About this task =
Could you set down the listing below exactly, leaving out its pictures?

━━━━━━━━━━

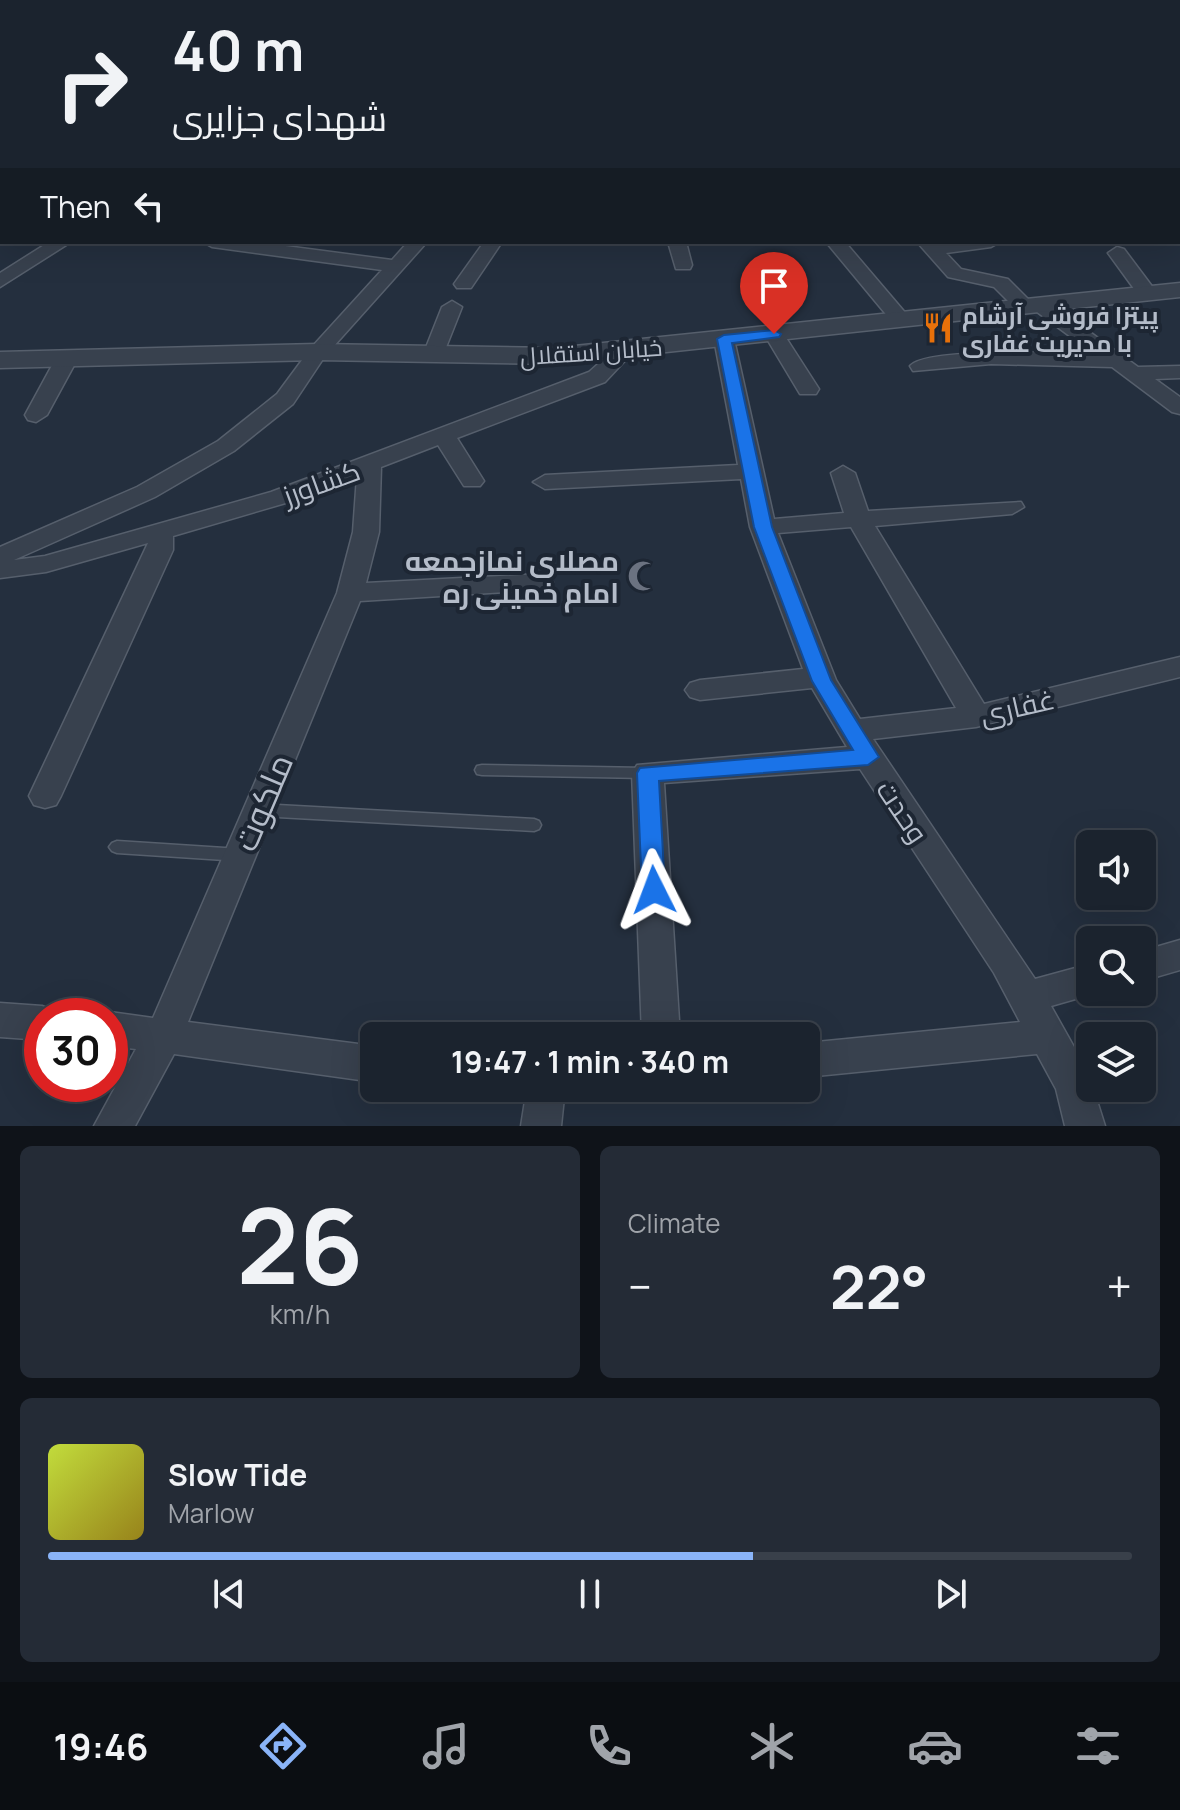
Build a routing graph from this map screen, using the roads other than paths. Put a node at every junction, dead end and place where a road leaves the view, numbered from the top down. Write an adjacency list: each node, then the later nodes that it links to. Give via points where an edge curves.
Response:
1 (59, 244): 12 (street)
2 (227, 244): 11 (street)
3 (416, 244): 11 (street)
4 (492, 244): 13 (street)
5 (678, 244): 10 (street)
6 (837, 244): 18 (street)
7 (950, 244): 8 (street)
8 (930, 245): 16 (street, via 955,273 1001,283)
9 (1117, 253): 15 (street)
10 (683, 265)
11 (397, 266): 22 (street)
12 (0, 281)
13 (464, 284)
14 (1180, 290): 15 (street, خیابان استقلال)
15 (1147, 293): 16 (street, خیابان استقلال)
16 (1032, 306): 18 (street, خیابان استقلال); 27 (street)
17 (452, 307): 23 (street)
18 (901, 320): 19 (street, خیابان استقلال)
19 (774, 334): 20 (street, خیابان استقلال); 29 (street)
20 (724, 339): 21 (street, خیابان استقلال); 34 (street, وحدت)
21 (624, 351): 23 (street, خیابان استقلال); 32 (street, کشاورز, via 597,377)
22 (318, 352): 23 (street, خیابان استقلال); 24 (street, خیابان استقلال); 39 (street, via 285,399 226,446)
23 (433, 355)
24 (67, 358): 25 (street, خیابان استقلال); 31 (street)
25 (2, 363)
26 (921, 366): 27 (street, via 991,358)
27 (1126, 367): 28 (street); 30 (street)
28 (1180, 372)
29 (808, 389)
30 (1180, 407)
31 (36, 415)
32 (445, 437): 33 (street, کشاورز); 36 (street)
33 (369, 465): 42 (street, کشاورز); 47 (street, ملکوت, via 366,532)
34 (751, 471): 37 (street); 41 (street, وحدت)
35 (843, 473): 40 (street)
36 (472, 481)
37 (545, 482)
38 (1012, 507): 40 (street)
39 (104, 510): 43 (street); 44 (street)
40 (859, 520): 41 (street); 51 (street)
41 (763, 527): 49 (street, وحدت)
42 (161, 531): 43 (street, کشاورز); 55 (street, via 160,550)
43 (119, 543): 45 (street, کشاورز, via 46,564)
44 (0, 557)
45 (0, 570)
46 (540, 582): 47 (street)
47 (350, 593): 56 (street, ملکوت)
48 (1180, 667): 51 (street, غفاری)
49 (820, 677): 50 (street); 52 (street, وحدت)
50 (700, 690)
51 (976, 716): 52 (street, غفاری)
52 (860, 744): 54 (street, غفاری); 63 (street, وحدت)
53 (482, 770): 54 (lane)
54 (648, 773): 66 (street)
55 (45, 796)
56 (259, 810): 57 (lane); 59 (street, ملکوت)
57 (534, 825)
58 (117, 847): 59 (lane)
59 (240, 855): 68 (street, ملکوت)
60 (1180, 955): 61 (street)
61 (1156, 962)
62 (1076, 984): 63 (street)
63 (1026, 997): 69 (street, وحدت)
64 (0, 1020): 65 (street)
65 (24, 1022)
66 (660, 1022)
67 (128, 1031): 68 (street)
68 (165, 1034): 71 (street); 73 (street, ملکوت)
69 (1047, 1036): 70 (street); 75 (street, وحدت, via 1074,1085)
70 (820, 1059)
71 (360, 1062)
72 (544, 1102): 74 (street)
73 (114, 1126)
74 (541, 1126)
75 (1085, 1126)

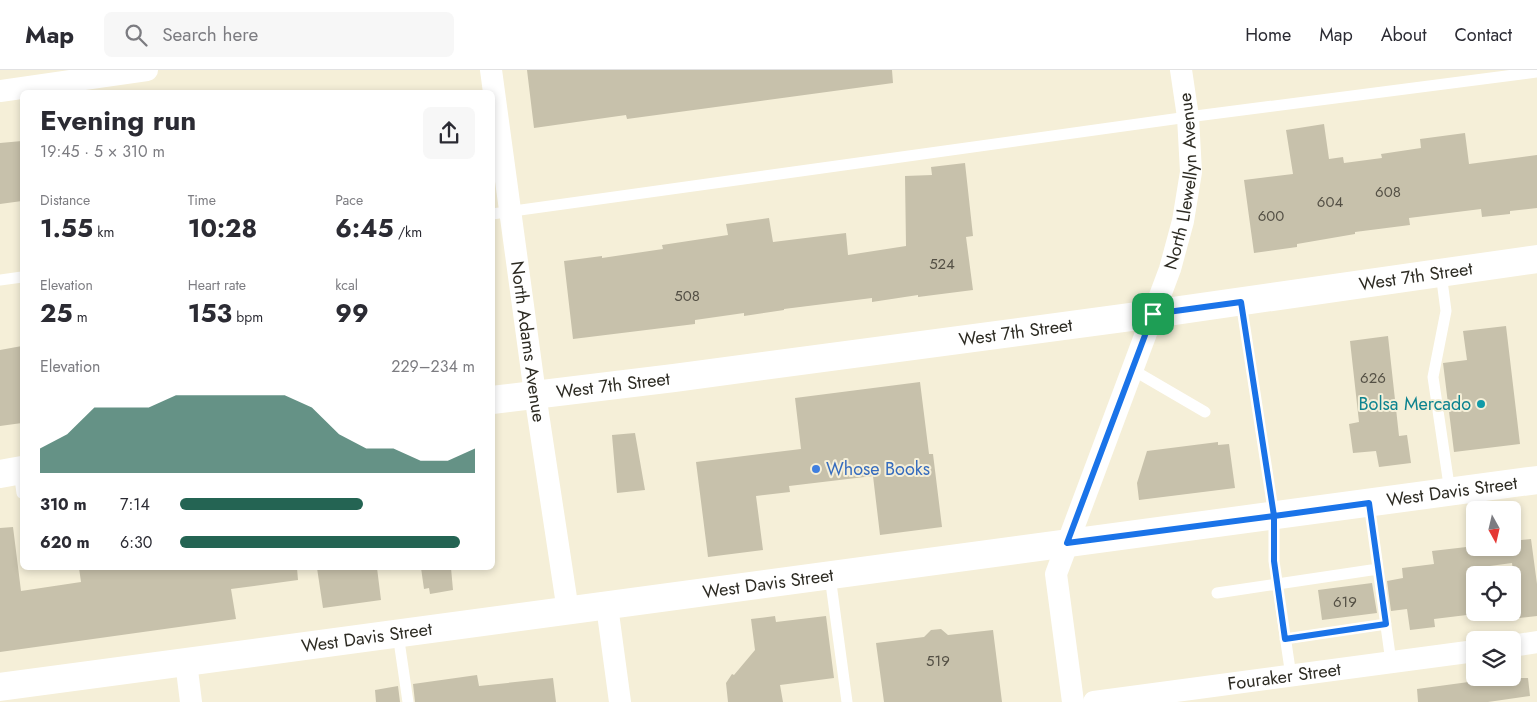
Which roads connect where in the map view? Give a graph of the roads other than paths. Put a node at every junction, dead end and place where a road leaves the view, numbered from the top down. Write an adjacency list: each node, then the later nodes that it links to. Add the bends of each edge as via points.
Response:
1 (147, 70): 5 (street)
2 (491, 70): 6 (street, North Adams Avenue)
3 (1181, 70): 8 (street, North Llewellyn Avenue)
4 (1537, 72): 8 (lane)
5 (42, 77): 7 (street)
6 (493, 90)
7 (0, 91)
8 (1188, 117): 10 (lane); 16 (street, North Llewellyn Avenue, via 1191,172 1183,221)
9 (495, 122): 10 (street, North Adams Avenue)
10 (502, 213): 18 (street, North Adams Avenue)
11 (1537, 259): 12 (main road, West 7th Street)
12 (1441, 273): 15 (main road, West 7th Street); 22 (lane, via 1446,311 1432,377)
13 (20, 277): 14 (lane)
14 (0, 280)
15 (1241, 302): 16 (main road, West 7th Street); 24 (lane)
16 (1153, 314): 17 (street, North Llewellyn Avenue); 18 (main road, West 7th Street)
17 (1133, 370): 20 (lane); 25 (street, North Llewellyn Avenue)
18 (536, 394): 19 (main road, West 7th Street); 35 (street, North Adams Avenue)
19 (495, 400)
20 (1206, 412)
21 (1537, 480): 22 (main road, West Davis Street)
22 (1450, 492): 23 (main road, West Davis Street)
23 (1369, 503): 24 (main road, West Davis Street); 26 (lane)
24 (1274, 516): 25 (main road, West Davis Street); 30 (lane, via 1274,561)
25 (1067, 543): 29 (main road, West Davis Street); 56 (street, North Llewellyn Avenue, via 1056,574)
26 (1378, 569): 27 (lane); 39 (lane)
27 (1355, 573): 28 (lane); 31 (lane)
28 (1339, 575): 30 (lane, via 1324,583); 32 (lane)
29 (830, 576): 34 (main road, West Davis Street); 55 (lane)
30 (1278, 584): 33 (lane); 44 (lane)
31 (1357, 585)
32 (1341, 587)
33 (1217, 593)
34 (606, 606): 35 (main road, West Davis Street); 54 (street)
35 (568, 611): 43 (main road, West Davis Street)
36 (1361, 615): 40 (lane)
37 (1346, 617): 41 (lane)
38 (1329, 619): 42 (lane)
39 (1386, 624): 40 (lane); 49 (lane)
40 (1363, 627): 41 (lane)
41 (1348, 630): 42 (lane)
42 (1330, 632): 44 (lane)
43 (398, 634): 48 (main road, West Davis Street); 53 (lane)
44 (1285, 639): 50 (lane)
45 (1537, 642): 46 (street)
46 (1521, 645)
47 (1466, 652): 49 (street, Fouraker Street)
48 (186, 662): 51 (main road, West Davis Street); 52 (street)
49 (1391, 662): 50 (street, Fouraker Street)
50 (1290, 676): 57 (street, Fouraker Street)
51 (0, 687)
52 (191, 702)
53 (408, 702)
54 (620, 702)
55 (847, 702)
56 (1073, 702)
57 (1094, 702)

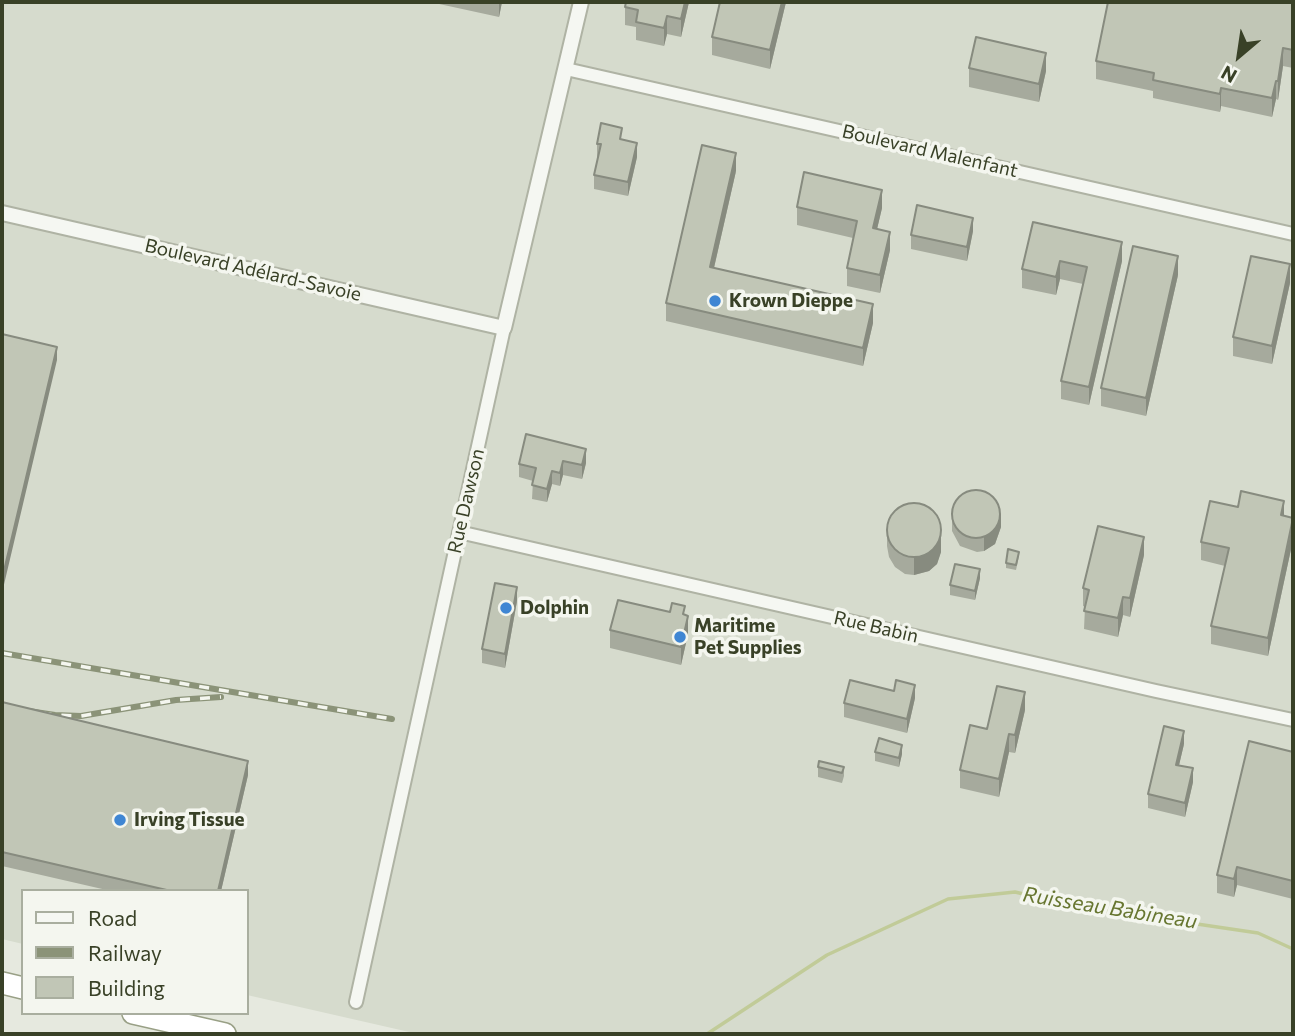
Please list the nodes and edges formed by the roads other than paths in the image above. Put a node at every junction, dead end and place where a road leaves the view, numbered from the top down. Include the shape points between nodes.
1 (581, 2) edge
2 (566, 69) junction
3 (2, 213) edge
4 (1293, 234) edge
5 (504, 328) junction
6 (459, 532) junction
7 (1293, 720) edge
8 (2, 983) edge
9 (21, 988) edge
10 (356, 1002) dead end
11 (142, 1015) edge
12 (225, 1034) edge

1 - 2 street, Rue Dawson
2 - 4 street, Boulevard Malenfant
2 - 5 street, Rue Dawson
3 - 5 street, Boulevard Adélard-Savoie
5 - 6 street, Rue Dawson
6 - 7 street, Rue Babin
6 - 10 street, Rue Dawson
8 - 9 highway
11 - 12 highway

━━━━━━━━━━

Written response =
Build a routing graph from this map screen, using the roads other than paths. Put a node at every junction, dead end and place where a road leaves the view, numbered from the top down. Write an adjacency list: each node, then the later nodes that it links to. Give via points where an edge curves.
Response:
1 (59, 244): 12 (street)
2 (227, 244): 11 (street)
3 (416, 244): 11 (street)
4 (492, 244): 13 (street)
5 (678, 244): 10 (street)
6 (837, 244): 18 (street)
7 (950, 244): 8 (street)
8 (930, 245): 16 (street, via 955,273 1001,283)
9 (1117, 253): 15 (street)
10 (683, 265)
11 (397, 266): 22 (street)
12 (0, 281)
13 (464, 284)
14 (1180, 290): 15 (street, خیابان استقلال)
15 (1147, 293): 16 (street, خیابان استقلال)
16 (1032, 306): 18 (street, خیابان استقلال); 27 (street)
17 (452, 307): 23 (street)
18 (901, 320): 19 (street, خیابان استقلال)
19 (774, 334): 20 (street, خیابان استقلال); 29 (street)
20 (724, 339): 21 (street, خیابان استقلال); 34 (street, وحدت)
21 (624, 351): 23 (street, خیابان استقلال); 32 (street, کشاورز, via 597,377)
22 (318, 352): 23 (street, خیابان استقلال); 24 (street, خیابان استقلال); 39 (street, via 285,399 226,446)
23 (433, 355)
24 (67, 358): 25 (street, خیابان استقلال); 31 (street)
25 (2, 363)
26 (921, 366): 27 (street, via 991,358)
27 (1126, 367): 28 (street); 30 (street)
28 (1180, 372)
29 (808, 389)
30 (1180, 407)
31 (36, 415)
32 (445, 437): 33 (street, کشاورز); 36 (street)
33 (369, 465): 42 (street, کشاورز); 47 (street, ملکوت, via 366,532)
34 (751, 471): 37 (street); 41 (street, وحدت)
35 (843, 473): 40 (street)
36 (472, 481)
37 (545, 482)
38 (1012, 507): 40 (street)
39 (104, 510): 43 (street); 44 (street)
40 (859, 520): 41 (street); 51 (street)
41 (763, 527): 49 (street, وحدت)
42 (161, 531): 43 (street, کشاورز); 55 (street, via 160,550)
43 (119, 543): 45 (street, کشاورز, via 46,564)
44 (0, 557)
45 (0, 570)
46 (540, 582): 47 (street)
47 (350, 593): 56 (street, ملکوت)
48 (1180, 667): 51 (street, غفاری)
49 (820, 677): 50 (street); 52 (street, وحدت)
50 (700, 690)
51 (976, 716): 52 (street, غفاری)
52 (860, 744): 54 (street, غفاری); 63 (street, وحدت)
53 (482, 770): 54 (lane)
54 (648, 773): 66 (street)
55 (45, 796)
56 (259, 810): 57 (lane); 59 (street, ملکوت)
57 (534, 825)
58 (117, 847): 59 (lane)
59 (240, 855): 68 (street, ملکوت)
60 (1180, 955): 61 (street)
61 (1156, 962)
62 (1076, 984): 63 (street)
63 (1026, 997): 69 (street, وحدت)
64 (0, 1020): 65 (street)
65 (24, 1022)
66 (660, 1022)
67 (128, 1031): 68 (street)
68 (165, 1034): 71 (street); 73 (street, ملکوت)
69 (1047, 1036): 70 (street); 75 (street, وحدت, via 1074,1085)
70 (820, 1059)
71 (360, 1062)
72 (544, 1102): 74 (street)
73 (114, 1126)
74 (541, 1126)
75 (1085, 1126)

Which roads connect where in the map view? Give a graph of the roads other than paths. Put a node at every junction, dead end and place where a road leaves the view, numbered from the top down. Write an adjacency list: each node, then the later nodes that it links to. Add the bends of each edge as via points.
Response:
1 (147, 70): 5 (street)
2 (491, 70): 6 (street, North Adams Avenue)
3 (1181, 70): 8 (street, North Llewellyn Avenue)
4 (1537, 72): 8 (lane)
5 (42, 77): 7 (street)
6 (493, 90)
7 (0, 91)
8 (1188, 117): 10 (lane); 16 (street, North Llewellyn Avenue, via 1191,172 1183,221)
9 (495, 122): 10 (street, North Adams Avenue)
10 (502, 213): 18 (street, North Adams Avenue)
11 (1537, 259): 12 (main road, West 7th Street)
12 (1441, 273): 15 (main road, West 7th Street); 22 (lane, via 1446,311 1432,377)
13 (20, 277): 14 (lane)
14 (0, 280)
15 (1241, 302): 16 (main road, West 7th Street); 24 (lane)
16 (1153, 314): 17 (street, North Llewellyn Avenue); 18 (main road, West 7th Street)
17 (1133, 370): 20 (lane); 25 (street, North Llewellyn Avenue)
18 (536, 394): 19 (main road, West 7th Street); 35 (street, North Adams Avenue)
19 (495, 400)
20 (1206, 412)
21 (1537, 480): 22 (main road, West Davis Street)
22 (1450, 492): 23 (main road, West Davis Street)
23 (1369, 503): 24 (main road, West Davis Street); 26 (lane)
24 (1274, 516): 25 (main road, West Davis Street); 30 (lane, via 1274,561)
25 (1067, 543): 29 (main road, West Davis Street); 56 (street, North Llewellyn Avenue, via 1056,574)
26 (1378, 569): 27 (lane); 39 (lane)
27 (1355, 573): 28 (lane); 31 (lane)
28 (1339, 575): 30 (lane, via 1324,583); 32 (lane)
29 (830, 576): 34 (main road, West Davis Street); 55 (lane)
30 (1278, 584): 33 (lane); 44 (lane)
31 (1357, 585)
32 (1341, 587)
33 (1217, 593)
34 (606, 606): 35 (main road, West Davis Street); 54 (street)
35 (568, 611): 43 (main road, West Davis Street)
36 (1361, 615): 40 (lane)
37 (1346, 617): 41 (lane)
38 (1329, 619): 42 (lane)
39 (1386, 624): 40 (lane); 49 (lane)
40 (1363, 627): 41 (lane)
41 (1348, 630): 42 (lane)
42 (1330, 632): 44 (lane)
43 (398, 634): 48 (main road, West Davis Street); 53 (lane)
44 (1285, 639): 50 (lane)
45 (1537, 642): 46 (street)
46 (1521, 645)
47 (1466, 652): 49 (street, Fouraker Street)
48 (186, 662): 51 (main road, West Davis Street); 52 (street)
49 (1391, 662): 50 (street, Fouraker Street)
50 (1290, 676): 57 (street, Fouraker Street)
51 (0, 687)
52 (191, 702)
53 (408, 702)
54 (620, 702)
55 (847, 702)
56 (1073, 702)
57 (1094, 702)

Please list the nodes and edges formed by the roads other than paths in the image above. Put a node at every junction, dead end and place where a road leaves the view, numbered from the top down. Include the shape points between nodes.
1 (581, 2) edge
2 (566, 69) junction
3 (2, 213) edge
4 (1293, 234) edge
5 (504, 328) junction
6 (459, 532) junction
7 (1293, 720) edge
8 (2, 983) edge
9 (21, 988) edge
10 (356, 1002) dead end
11 (142, 1015) edge
12 (225, 1034) edge

1 - 2 street, Rue Dawson
2 - 4 street, Boulevard Malenfant
2 - 5 street, Rue Dawson
3 - 5 street, Boulevard Adélard-Savoie
5 - 6 street, Rue Dawson
6 - 7 street, Rue Babin
6 - 10 street, Rue Dawson
8 - 9 highway
11 - 12 highway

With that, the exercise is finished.